Dataset entries:
======

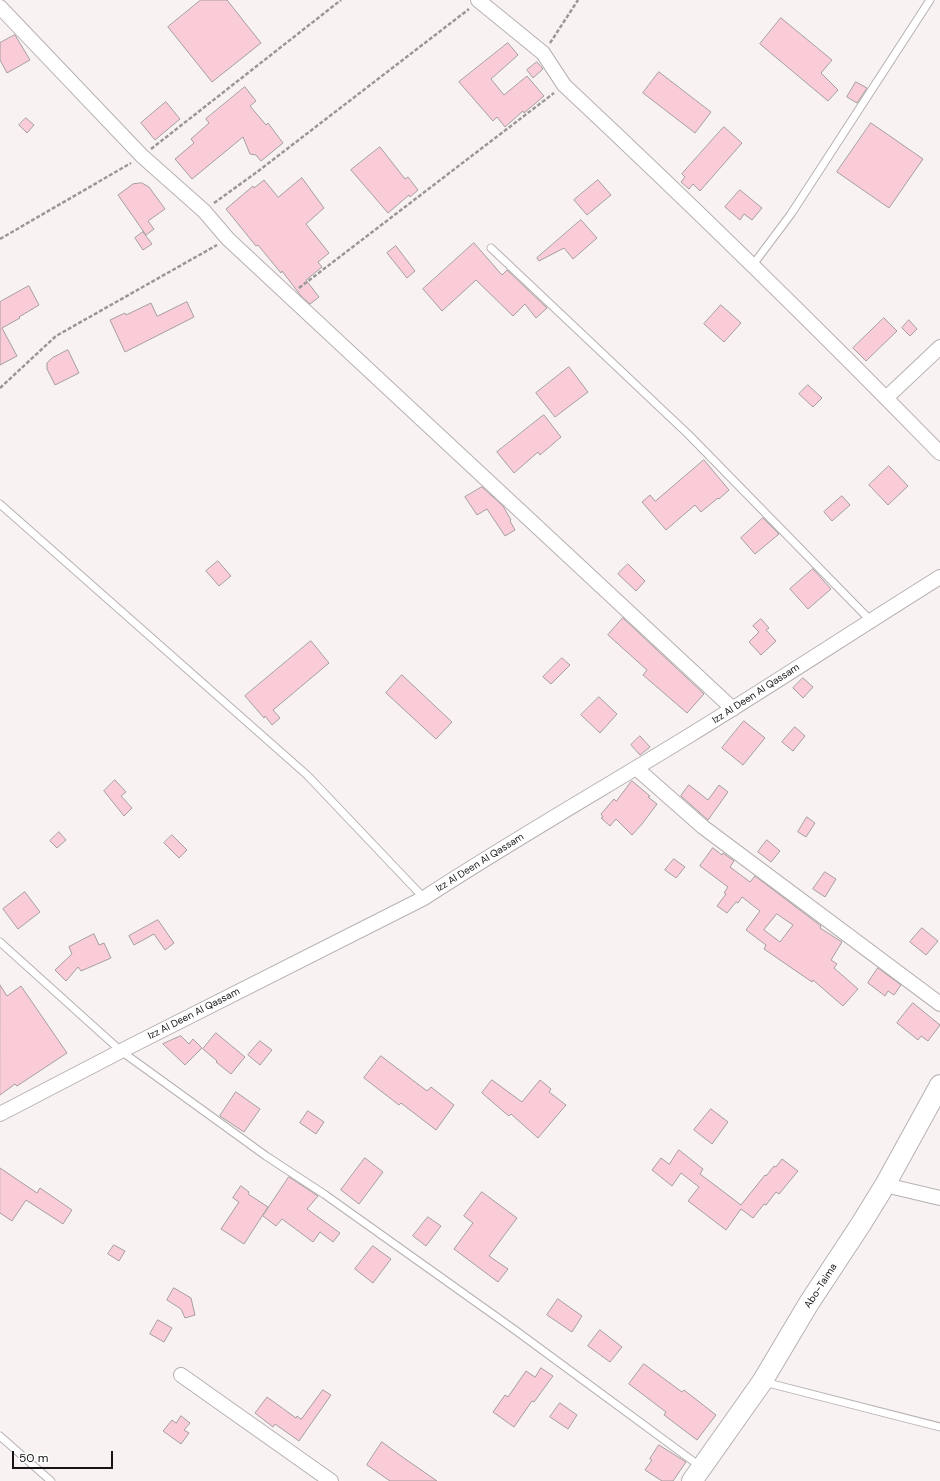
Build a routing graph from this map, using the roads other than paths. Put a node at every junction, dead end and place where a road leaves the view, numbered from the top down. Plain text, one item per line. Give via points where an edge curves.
1 (930, 0) edge
2 (478, 1) edge
3 (0, 7) edge
4 (490, 248) dead end
5 (752, 266) junction
6 (940, 347) edge
7 (886, 398) junction
8 (940, 454) edge
9 (0, 504) edge
10 (940, 577) edge
11 (870, 620) junction
12 (733, 709) junction
13 (636, 768) junction
14 (424, 898) junction
15 (0, 942) edge
16 (940, 1004) edge
17 (120, 1051) junction
18 (940, 1085) edge
19 (0, 1114) edge
20 (885, 1185) junction
21 (940, 1198) edge
22 (181, 1375) dead end
23 (762, 1382) junction
24 (940, 1427) edge
25 (0, 1436) edge
26 (697, 1474) edge
27 (51, 1481) edge
28 (331, 1481) edge

1 - 5 lane via 791,214
2 - 5 street via 543,53 564,85
3 - 12 street via 142,156 204,211 228,239
4 - 11 lane via 689,435
5 - 7 street
6 - 7 street
7 - 8 street
9 - 14 lane via 307,775
10 - 11 street, Izz Al Deen Al Qassam
11 - 12 street, Izz Al Deen Al Qassam
12 - 13 street, Izz Al Deen Al Qassam
13 - 14 street, Izz Al Deen Al Qassam
13 - 16 street via 703,827
14 - 17 street, Izz Al Deen Al Qassam
15 - 17 lane
17 - 19 street, Izz Al Deen Al Qassam
17 - 26 lane via 515,1330
18 - 20 street, Abo-Taima
20 - 21 street
20 - 23 street, Abo-Taima
22 - 28 street
23 - 24 lane
23 - 26 street, Abo-Taima
25 - 27 lane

======

Leave every picture out, and transcribe the data above exactly as it reads.

## THE ANSWER
Build a routing graph from this map, using the roads other than paths. Put a node at every junction, dead end and place where a road leaves the view, numbered from the top down. Plain text, one item per line. Give via points where an edge curves.
1 (930, 0) edge
2 (478, 1) edge
3 (0, 7) edge
4 (490, 248) dead end
5 (752, 266) junction
6 (940, 347) edge
7 (886, 398) junction
8 (940, 454) edge
9 (0, 504) edge
10 (940, 577) edge
11 (870, 620) junction
12 (733, 709) junction
13 (636, 768) junction
14 (424, 898) junction
15 (0, 942) edge
16 (940, 1004) edge
17 (120, 1051) junction
18 (940, 1085) edge
19 (0, 1114) edge
20 (885, 1185) junction
21 (940, 1198) edge
22 (181, 1375) dead end
23 (762, 1382) junction
24 (940, 1427) edge
25 (0, 1436) edge
26 (697, 1474) edge
27 (51, 1481) edge
28 (331, 1481) edge

1 - 5 lane via 791,214
2 - 5 street via 543,53 564,85
3 - 12 street via 142,156 204,211 228,239
4 - 11 lane via 689,435
5 - 7 street
6 - 7 street
7 - 8 street
9 - 14 lane via 307,775
10 - 11 street, Izz Al Deen Al Qassam
11 - 12 street, Izz Al Deen Al Qassam
12 - 13 street, Izz Al Deen Al Qassam
13 - 14 street, Izz Al Deen Al Qassam
13 - 16 street via 703,827
14 - 17 street, Izz Al Deen Al Qassam
15 - 17 lane
17 - 19 street, Izz Al Deen Al Qassam
17 - 26 lane via 515,1330
18 - 20 street, Abo-Taima
20 - 21 street
20 - 23 street, Abo-Taima
22 - 28 street
23 - 24 lane
23 - 26 street, Abo-Taima
25 - 27 lane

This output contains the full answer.